HOW TO COMPLETE THIS TASK. Give back, unchanged, the lines from the one containing "pinky tip: (275, 233)" to the end of the listing, inclusive of both.

SUPPLIED INFORMATION.
══════

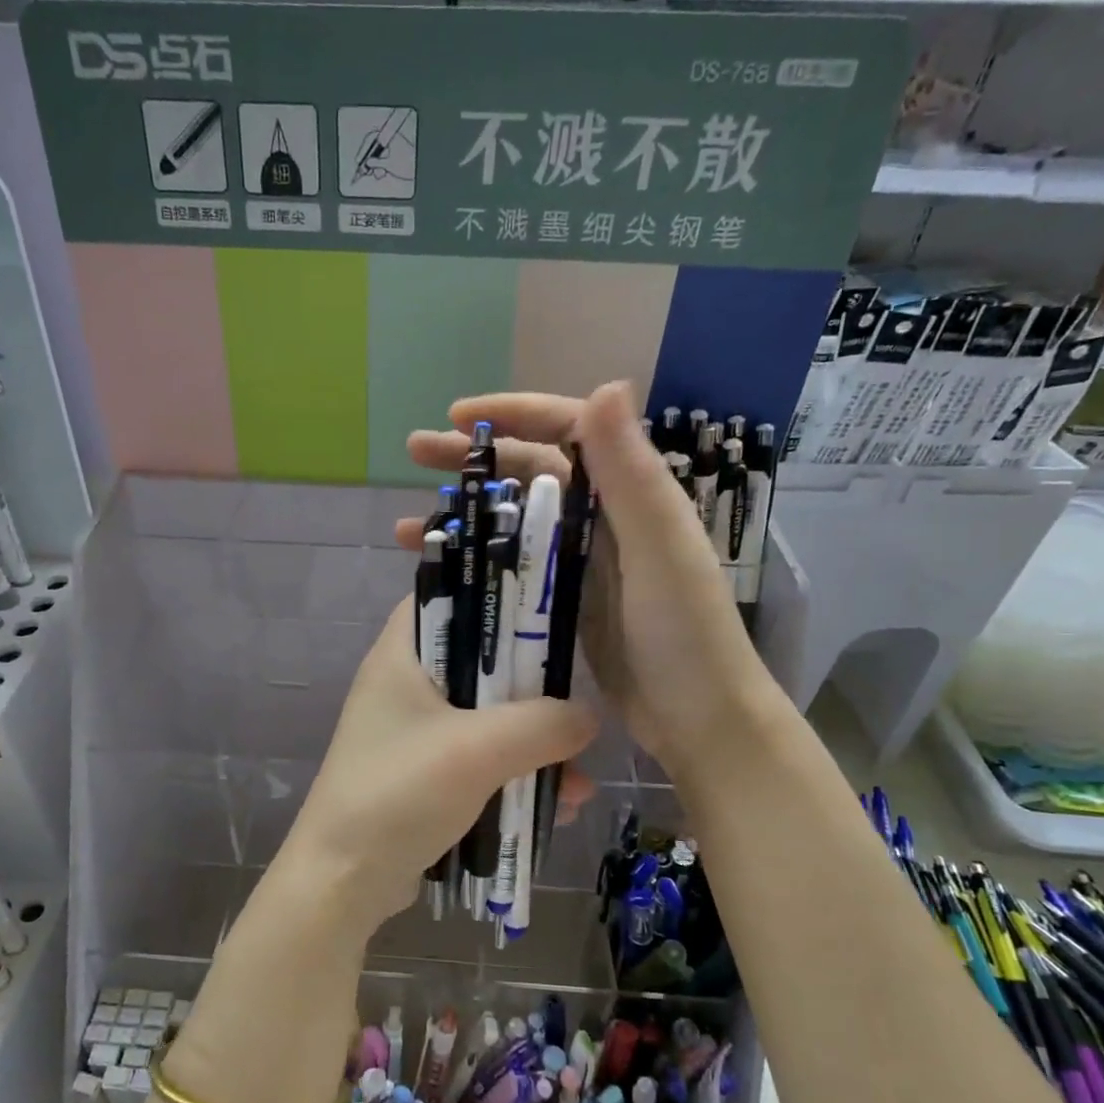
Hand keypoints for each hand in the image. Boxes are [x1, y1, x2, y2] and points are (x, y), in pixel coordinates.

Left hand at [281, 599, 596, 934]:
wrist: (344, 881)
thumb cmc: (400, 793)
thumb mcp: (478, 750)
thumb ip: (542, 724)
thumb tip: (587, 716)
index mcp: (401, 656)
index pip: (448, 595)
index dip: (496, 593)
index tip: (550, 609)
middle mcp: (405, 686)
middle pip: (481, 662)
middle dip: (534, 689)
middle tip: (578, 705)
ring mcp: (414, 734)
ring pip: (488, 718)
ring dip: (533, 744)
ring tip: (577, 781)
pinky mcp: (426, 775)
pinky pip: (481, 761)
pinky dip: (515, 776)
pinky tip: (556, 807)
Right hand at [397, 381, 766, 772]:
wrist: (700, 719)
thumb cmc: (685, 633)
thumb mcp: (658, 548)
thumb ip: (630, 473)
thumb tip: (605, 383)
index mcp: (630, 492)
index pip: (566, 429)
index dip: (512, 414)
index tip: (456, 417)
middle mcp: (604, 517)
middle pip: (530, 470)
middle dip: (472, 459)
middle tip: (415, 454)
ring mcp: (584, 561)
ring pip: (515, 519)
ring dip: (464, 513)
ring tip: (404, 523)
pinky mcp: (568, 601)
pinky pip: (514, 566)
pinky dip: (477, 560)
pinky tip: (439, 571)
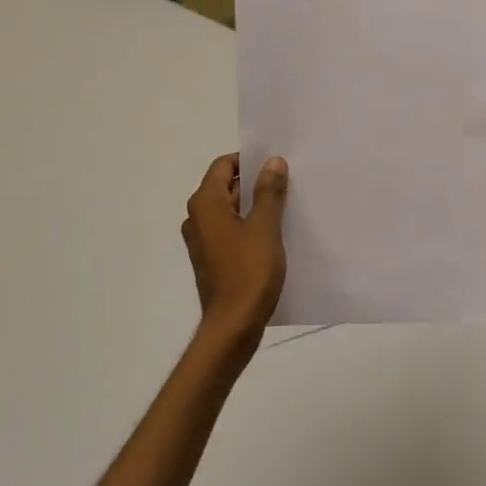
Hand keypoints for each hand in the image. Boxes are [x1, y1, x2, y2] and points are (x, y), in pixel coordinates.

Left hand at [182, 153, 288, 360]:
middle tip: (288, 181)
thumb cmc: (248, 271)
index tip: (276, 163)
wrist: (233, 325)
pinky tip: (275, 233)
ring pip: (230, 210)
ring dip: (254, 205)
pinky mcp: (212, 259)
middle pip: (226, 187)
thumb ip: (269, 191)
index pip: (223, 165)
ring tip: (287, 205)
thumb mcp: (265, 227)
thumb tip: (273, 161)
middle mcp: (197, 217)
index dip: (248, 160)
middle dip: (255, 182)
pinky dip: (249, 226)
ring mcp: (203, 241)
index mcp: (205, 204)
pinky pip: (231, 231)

══════

TASK ANSWER.
pinky tip: (275, 233)
ring pip: (230, 210)
ring dip: (254, 205)
pinky mcp: (212, 259)
middle pip: (226, 187)
thumb ip: (269, 191)
index pip: (223, 165)
ring tip: (287, 205)
thumb mcp: (265, 227)
thumb tip: (273, 161)
middle mcp: (197, 217)
index dip: (248, 160)
middle dip: (255, 182)
pinky dip: (249, 226)
ring mcp: (203, 241)
index mcp: (205, 204)
pinky pip: (231, 231)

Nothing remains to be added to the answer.